▸ INSTRUCTIONS TO FOLLOW: A word-for-word transcription of the records is required.

-=-=-=-=-

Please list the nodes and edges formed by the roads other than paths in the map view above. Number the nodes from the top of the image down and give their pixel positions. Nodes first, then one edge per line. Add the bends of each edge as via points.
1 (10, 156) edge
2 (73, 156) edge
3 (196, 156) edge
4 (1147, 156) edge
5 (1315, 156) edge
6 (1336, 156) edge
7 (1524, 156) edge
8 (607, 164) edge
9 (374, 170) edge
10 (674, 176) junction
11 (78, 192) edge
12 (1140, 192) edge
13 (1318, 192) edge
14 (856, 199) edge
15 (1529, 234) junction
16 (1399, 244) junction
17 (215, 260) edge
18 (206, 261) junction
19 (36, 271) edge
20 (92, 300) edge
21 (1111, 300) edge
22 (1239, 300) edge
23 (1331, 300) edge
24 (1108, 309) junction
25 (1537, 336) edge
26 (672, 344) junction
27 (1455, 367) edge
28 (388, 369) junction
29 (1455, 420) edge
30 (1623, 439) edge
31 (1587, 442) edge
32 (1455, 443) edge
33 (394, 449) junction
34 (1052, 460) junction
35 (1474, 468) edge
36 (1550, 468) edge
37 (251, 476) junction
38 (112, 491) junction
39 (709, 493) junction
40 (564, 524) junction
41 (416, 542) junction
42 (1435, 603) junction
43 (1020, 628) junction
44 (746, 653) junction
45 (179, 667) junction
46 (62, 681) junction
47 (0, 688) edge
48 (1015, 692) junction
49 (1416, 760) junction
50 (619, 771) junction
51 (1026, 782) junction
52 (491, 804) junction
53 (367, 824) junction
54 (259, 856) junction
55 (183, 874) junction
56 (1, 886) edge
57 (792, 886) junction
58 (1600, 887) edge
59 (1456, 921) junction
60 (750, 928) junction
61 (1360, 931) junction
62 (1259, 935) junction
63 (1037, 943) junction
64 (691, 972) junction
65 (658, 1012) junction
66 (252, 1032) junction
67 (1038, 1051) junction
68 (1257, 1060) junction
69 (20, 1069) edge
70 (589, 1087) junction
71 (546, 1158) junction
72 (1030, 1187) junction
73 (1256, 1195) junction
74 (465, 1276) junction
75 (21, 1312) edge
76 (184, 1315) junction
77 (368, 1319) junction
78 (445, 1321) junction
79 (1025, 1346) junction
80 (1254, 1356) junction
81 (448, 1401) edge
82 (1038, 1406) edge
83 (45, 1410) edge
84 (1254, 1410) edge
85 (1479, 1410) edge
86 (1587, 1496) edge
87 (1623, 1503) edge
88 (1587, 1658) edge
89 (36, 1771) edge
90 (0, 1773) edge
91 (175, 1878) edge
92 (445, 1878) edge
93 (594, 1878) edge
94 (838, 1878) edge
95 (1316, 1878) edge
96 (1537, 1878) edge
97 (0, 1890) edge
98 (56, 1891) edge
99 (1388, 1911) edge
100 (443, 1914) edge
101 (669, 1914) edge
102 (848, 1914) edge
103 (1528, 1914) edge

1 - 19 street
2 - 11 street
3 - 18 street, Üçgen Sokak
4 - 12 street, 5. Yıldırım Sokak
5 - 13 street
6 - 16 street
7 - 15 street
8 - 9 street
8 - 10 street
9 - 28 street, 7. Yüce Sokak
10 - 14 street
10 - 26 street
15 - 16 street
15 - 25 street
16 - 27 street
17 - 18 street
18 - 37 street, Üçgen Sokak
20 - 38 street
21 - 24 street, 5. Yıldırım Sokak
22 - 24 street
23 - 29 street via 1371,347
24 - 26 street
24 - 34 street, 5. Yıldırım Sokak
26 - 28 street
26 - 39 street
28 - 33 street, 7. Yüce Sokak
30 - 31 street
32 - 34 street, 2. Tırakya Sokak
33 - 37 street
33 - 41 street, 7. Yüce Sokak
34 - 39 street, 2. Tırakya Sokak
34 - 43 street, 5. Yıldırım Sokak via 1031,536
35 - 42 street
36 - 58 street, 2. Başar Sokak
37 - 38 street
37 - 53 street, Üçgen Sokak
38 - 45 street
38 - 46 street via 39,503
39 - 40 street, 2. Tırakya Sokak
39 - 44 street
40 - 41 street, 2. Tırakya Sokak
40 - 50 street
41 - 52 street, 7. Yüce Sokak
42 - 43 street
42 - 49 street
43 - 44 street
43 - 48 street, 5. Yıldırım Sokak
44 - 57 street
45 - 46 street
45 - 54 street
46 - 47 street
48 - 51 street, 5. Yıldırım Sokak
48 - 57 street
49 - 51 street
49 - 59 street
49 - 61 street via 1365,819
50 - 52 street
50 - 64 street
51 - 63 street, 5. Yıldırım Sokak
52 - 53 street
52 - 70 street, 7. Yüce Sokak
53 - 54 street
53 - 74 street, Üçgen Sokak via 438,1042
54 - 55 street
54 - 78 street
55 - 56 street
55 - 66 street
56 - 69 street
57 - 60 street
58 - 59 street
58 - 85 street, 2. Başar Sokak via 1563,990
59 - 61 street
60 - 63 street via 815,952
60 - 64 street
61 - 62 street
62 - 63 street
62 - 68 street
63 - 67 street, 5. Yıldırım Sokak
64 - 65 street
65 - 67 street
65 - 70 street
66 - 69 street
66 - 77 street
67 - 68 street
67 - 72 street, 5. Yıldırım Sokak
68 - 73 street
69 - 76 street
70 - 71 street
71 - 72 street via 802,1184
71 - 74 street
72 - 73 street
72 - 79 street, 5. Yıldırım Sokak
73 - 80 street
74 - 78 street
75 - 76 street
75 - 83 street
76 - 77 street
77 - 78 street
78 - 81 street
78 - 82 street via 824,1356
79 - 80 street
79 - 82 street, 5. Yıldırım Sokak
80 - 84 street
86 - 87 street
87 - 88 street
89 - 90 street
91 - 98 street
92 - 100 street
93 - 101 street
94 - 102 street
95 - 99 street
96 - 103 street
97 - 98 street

-=-=-=-=-

▸ WRITTEN ANSWER:
Please list the nodes and edges formed by the roads other than paths in the map view above. Number the nodes from the top of the image down and give their pixel positions. Nodes first, then one edge per line. Add the bends of each edge as via points.
1 (10, 156) edge
2 (73, 156) edge
3 (196, 156) edge
4 (1147, 156) edge
5 (1315, 156) edge
6 (1336, 156) edge
7 (1524, 156) edge
8 (607, 164) edge
9 (374, 170) edge
10 (674, 176) junction
11 (78, 192) edge
12 (1140, 192) edge
13 (1318, 192) edge
14 (856, 199) edge
15 (1529, 234) junction
16 (1399, 244) junction
17 (215, 260) edge
18 (206, 261) junction
19 (36, 271) edge
20 (92, 300) edge
21 (1111, 300) edge
22 (1239, 300) edge
23 (1331, 300) edge
24 (1108, 309) junction
25 (1537, 336) edge
26 (672, 344) junction
27 (1455, 367) edge
28 (388, 369) junction
29 (1455, 420) edge
30 (1623, 439) edge
31 (1587, 442) edge
32 (1455, 443) edge
33 (394, 449) junction
34 (1052, 460) junction
35 (1474, 468) edge
36 (1550, 468) edge
37 (251, 476) junction
38 (112, 491) junction
39 (709, 493) junction
40 (564, 524) junction
41 (416, 542) junction
42 (1435, 603) junction
43 (1020, 628) junction
44 (746, 653) junction
45 (179, 667) junction
46 (62, 681) junction
47 (0, 688) edge
48 (1015, 692) junction
49 (1416, 760) junction
50 (619, 771) junction
51 (1026, 782) junction
52 (491, 804) junction
53 (367, 824) junction
54 (259, 856) junction
55 (183, 874) junction
56 (1, 886) edge
57 (792, 886) junction
58 (1600, 887) edge
59 (1456, 921) junction
60 (750, 928) junction
61 (1360, 931) junction
62 (1259, 935) junction
63 (1037, 943) junction
64 (691, 972) junction
65 (658, 1012) junction
66 (252, 1032) junction
67 (1038, 1051) junction
68 (1257, 1060) junction
69 (20, 1069) edge
70 (589, 1087) junction
71 (546, 1158) junction
72 (1030, 1187) junction
73 (1256, 1195) junction
74 (465, 1276) junction
75 (21, 1312) edge
76 (184, 1315) junction
77 (368, 1319) junction
78 (445, 1321) junction
79 (1025, 1346) junction
80 (1254, 1356) junction
81 (448, 1401) edge
82 (1038, 1406) edge
83 (45, 1410) edge
84 (1254, 1410) edge
85 (1479, 1410) edge
86 (1587, 1496) edge
87 (1623, 1503) edge
88 (1587, 1658) edge
89 (36, 1771) edge
90 (0, 1773) edge
91 (175, 1878) edge
92 (445, 1878) edge
93 (594, 1878) edge
94 (838, 1878) edge
95 (1316, 1878) edge
96 (1537, 1878) edge
97 (0, 1890) edge
98 (56, 1891) edge
99 (1388, 1911) edge
100 (443, 1914) edge
101 (669, 1914) edge
102 (848, 1914) edge
103 (1528, 1914) edge

1 - 19 street
2 - 11 street
3 - 18 street, Üçgen Sokak
4 - 12 street, 5. Yıldırım Sokak
5 - 13 street
6 - 16 street
7 - 15 street
8 - 9 street
8 - 10 street
9 - 28 street, 7. Yüce Sokak
10 - 14 street
10 - 26 street
15 - 16 street
15 - 25 street
16 - 27 street
17 - 18 street
18 - 37 street, Üçgen Sokak
20 - 38 street
21 - 24 street, 5. Yıldırım Sokak
22 - 24 street
23 - 29 street via 1371,347
24 - 26 street
24 - 34 street, 5. Yıldırım Sokak
26 - 28 street
26 - 39 street
28 - 33 street, 7. Yüce Sokak
30 - 31 street
32 - 34 street, 2. Tırakya Sokak
33 - 37 street
33 - 41 street, 7. Yüce Sokak
34 - 39 street, 2. Tırakya Sokak
34 - 43 street, 5. Yıldırım Sokak via 1031,536
35 - 42 street
36 - 58 street, 2. Başar Sokak
37 - 38 street
37 - 53 street, Üçgen Sokak
38 - 45 street
38 - 46 street via 39,503
39 - 40 street, 2. Tırakya Sokak
39 - 44 street
40 - 41 street, 2. Tırakya Sokak
40 - 50 street
41 - 52 street, 7. Yüce Sokak
42 - 43 street
42 - 49 street
43 - 44 street
43 - 48 street, 5. Yıldırım Sokak
44 - 57 street
45 - 46 street
45 - 54 street
46 - 47 street
48 - 51 street, 5. Yıldırım Sokak
48 - 57 street
49 - 51 street
49 - 59 street
49 - 61 street via 1365,819
50 - 52 street
50 - 64 street
51 - 63 street, 5. Yıldırım Sokak
52 - 53 street
52 - 70 street, 7. Yüce Sokak
53 - 54 street
53 - 74 street, Üçgen Sokak via 438,1042
54 - 55 street
54 - 78 street
55 - 56 street
55 - 66 street
56 - 69 street
57 - 60 street
58 - 59 street
58 - 85 street, 2. Başar Sokak via 1563,990
59 - 61 street
60 - 63 street via 815,952
60 - 64 street
61 - 62 street
62 - 63 street
62 - 68 street
63 - 67 street, 5. Yıldırım Sokak
64 - 65 street
65 - 67 street
65 - 70 street
66 - 69 street
66 - 77 street
67 - 68 street
67 - 72 street, 5. Yıldırım Sokak
68 - 73 street
69 - 76 street
70 - 71 street
71 - 72 street via 802,1184
71 - 74 street
72 - 73 street
72 - 79 street, 5. Yıldırım Sokak
73 - 80 street
74 - 78 street
75 - 76 street
75 - 83 street
76 - 77 street
77 - 78 street
78 - 81 street
78 - 82 street via 824,1356
79 - 80 street
79 - 82 street, 5. Yıldırım Sokak
80 - 84 street
86 - 87 street
87 - 88 street
89 - 90 street
91 - 98 street
92 - 100 street
93 - 101 street
94 - 102 street
95 - 99 street
96 - 103 street
97 - 98 street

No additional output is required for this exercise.